As Donald Trump inches closer and closer to the nomination, members of the Republican establishment continue to fret about the affect his candidacy will have on down-ticket races in Congress. Senate Republican Leader Mitch McConnell is reported to have told associates that candidates will drop Trump "like a hot rock" if necessary in order to run their own campaigns - drawing parallels to his own reelection during President Bill Clinton's '96 electoral sweep.
A recent study by the Pew Research Center suggests that the Leadership has reason for concern: Pew downgraded the chances of Republican candidates in 10 House seats across the country, suggesting the Trump may make contentious house seats less winnable for Republicans and open up a pathway for Democrats to re-take the Senate.
So who are the vulnerable Republicans? Who could replace them? And who are the Democrats benefiting from the Trump effect?
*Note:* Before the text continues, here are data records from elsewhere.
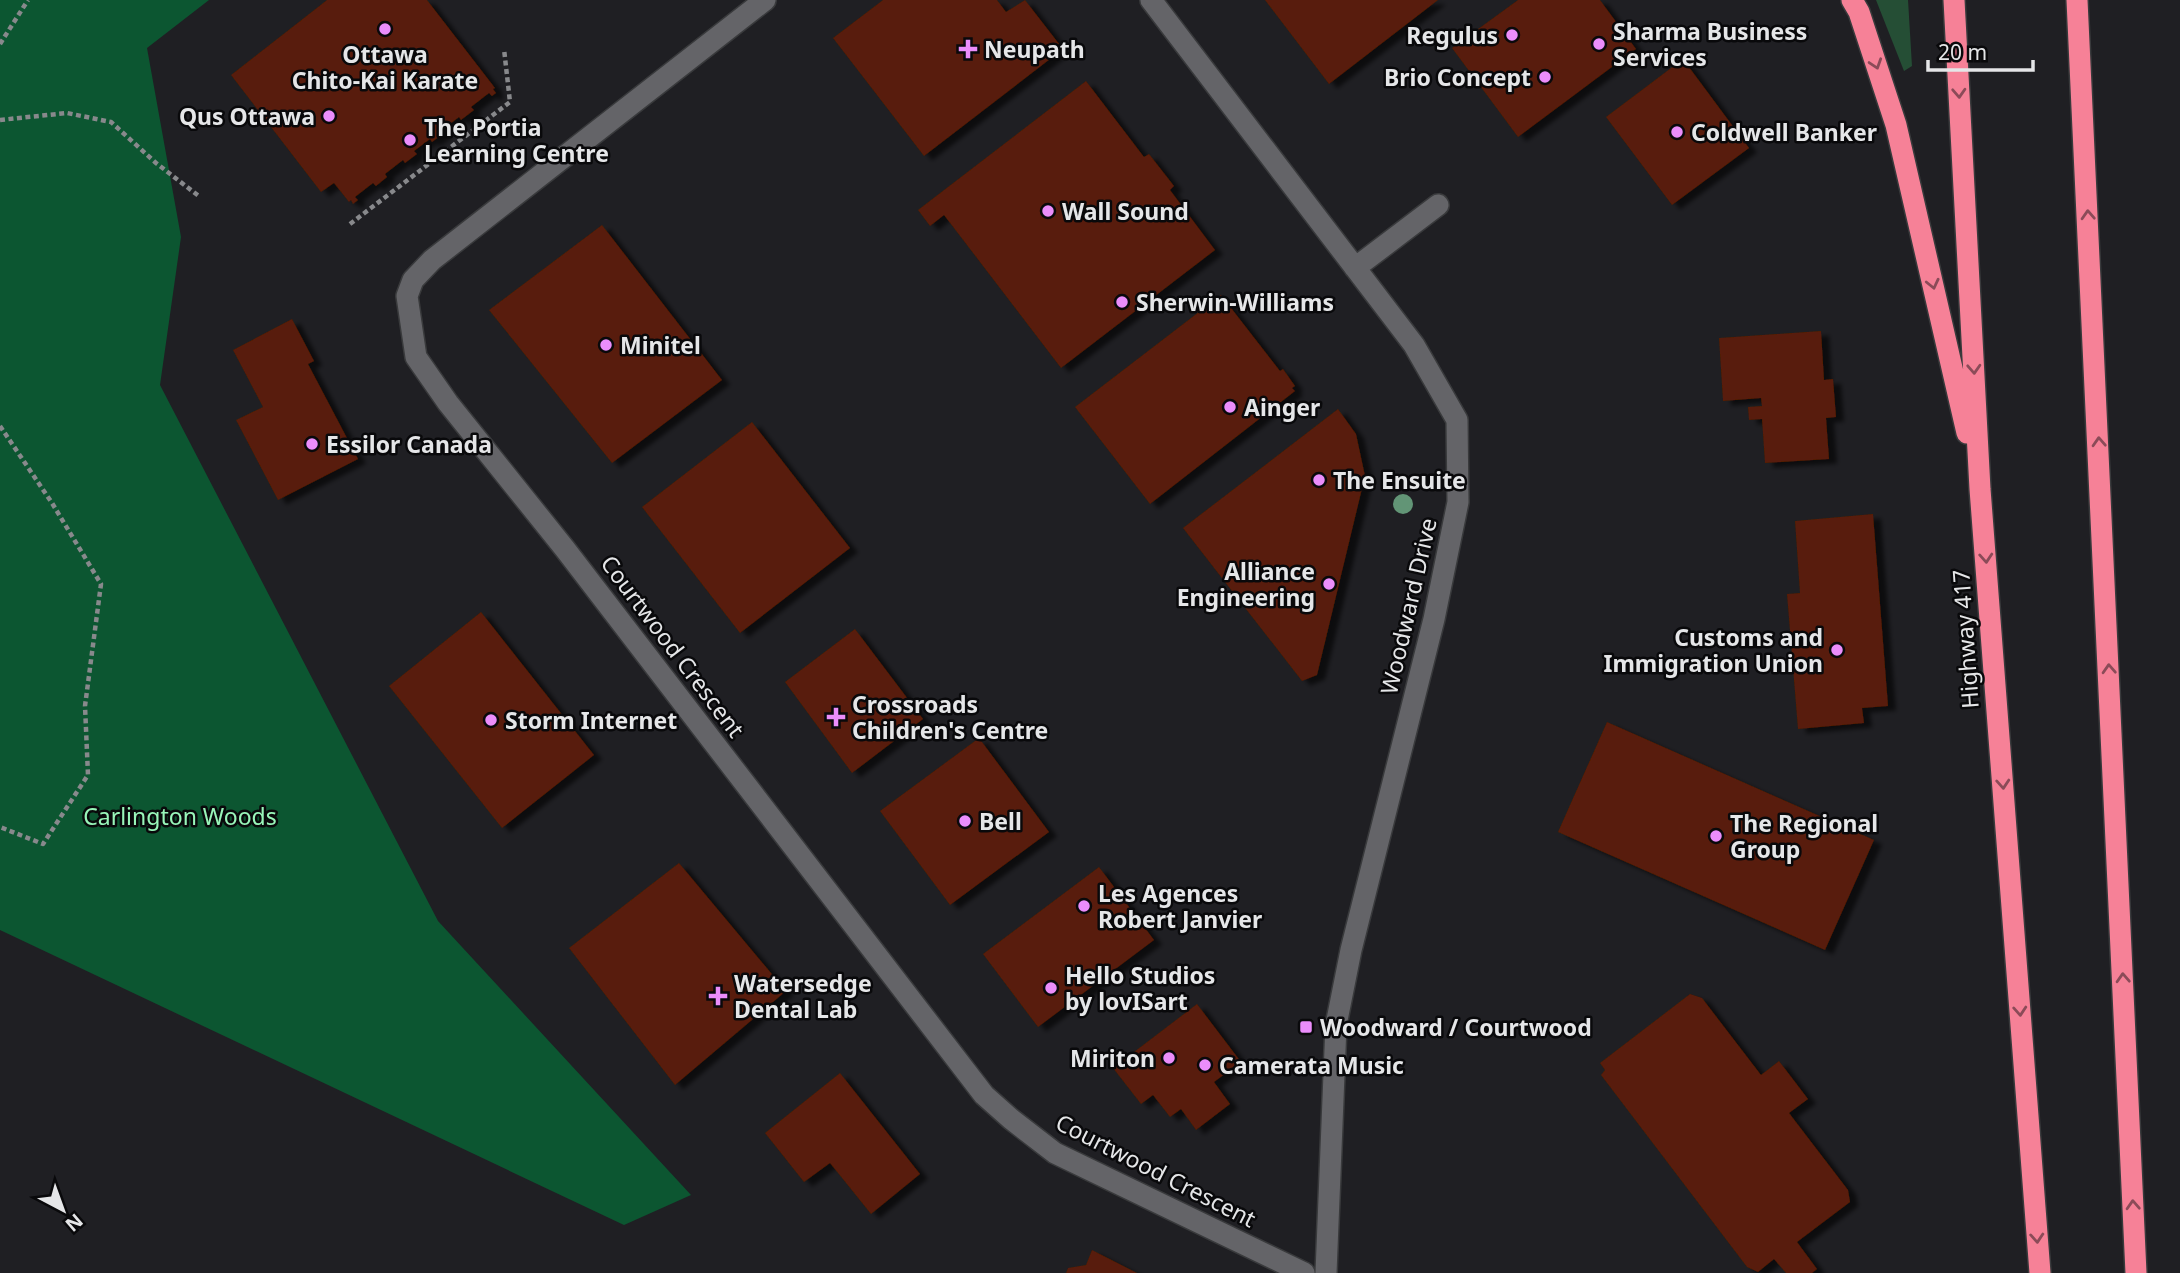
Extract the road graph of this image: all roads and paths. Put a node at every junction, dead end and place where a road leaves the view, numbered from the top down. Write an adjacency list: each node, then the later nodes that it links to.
1 (28, 0): 7 (path)
2 (765, 0): 17 (street, Courtwood Crescent)
3 (1151, 0): 13 (street, Woodward Drive)
4 (1852, 0): 15 (highway, one-way to 15)
5 (1954, 0): 15 (highway, Highway 417, one-way to 15)
6 (2077, 0): 20 (highway, one-way to 6)
7 (0, 44)
8 (504, 49): 12 (path)
9 (0, 120): 10 (path)
10 (200, 197)
11 (1438, 205): 13 (street)
12 (350, 224)
13 (1355, 268): 18 (street, Woodward Drive)
14 (0, 426): 16 (path)
15 (1980, 489): 19 (highway, Highway 417, one-way to 19)
16 (0, 827)
17 (1304, 1273)
18 (1326, 1273)
19 (2040, 1273)
20 (2136, 1273)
Three Democratic incumbents in California - Jim Costa, Pete Aguilar and Raul Ruiz - have better re-election chances now that their districts have moved further left ideologically at the prospect of a Trump presidency. The same is true for Elizabeth Esty (CT05) and Brad Ashford (NE02).
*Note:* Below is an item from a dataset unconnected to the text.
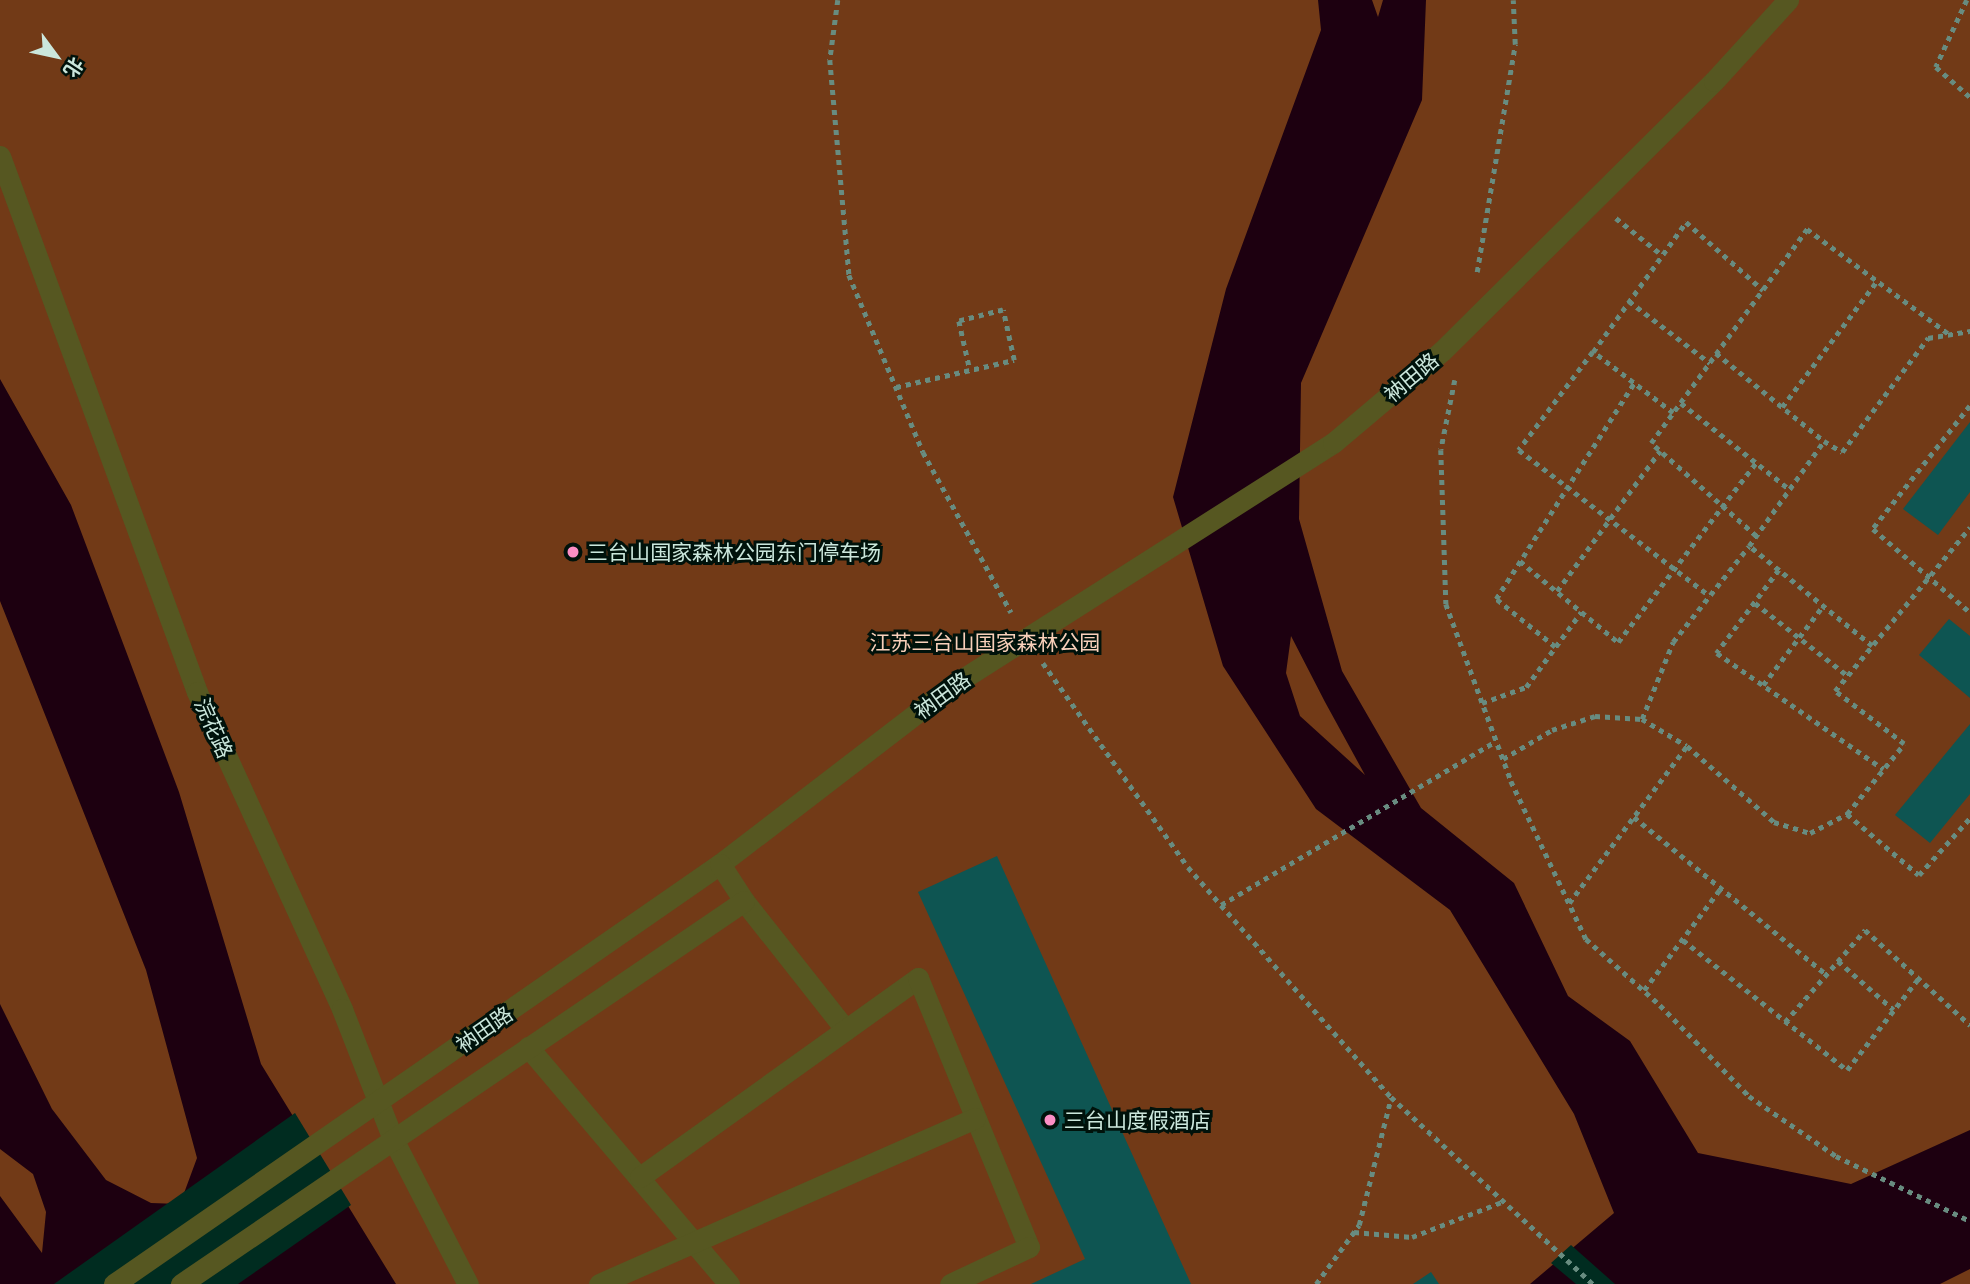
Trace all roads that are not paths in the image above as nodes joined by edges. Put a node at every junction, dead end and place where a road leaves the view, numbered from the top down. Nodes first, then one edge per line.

On the Republican side, five incumbents are now less electable because of the Trump effect: David Young (IA03), Erik Paulsen (MN03), Tom Reed (NY23, who has endorsed Trump), John Katko (NY24) and Barbara Comstock (VA10). Their Democratic opponents now have a better chance of flipping these seats.
A Democrat takeover of the House still seems far-fetched, given the 30 seats required for a blue majority. But if 10 seats have already been rocked by the mere prospect of a Trump nomination, it definitely seems possible that we'll have a Democratic House when the Donald raises his right hand on January 17th, 2017.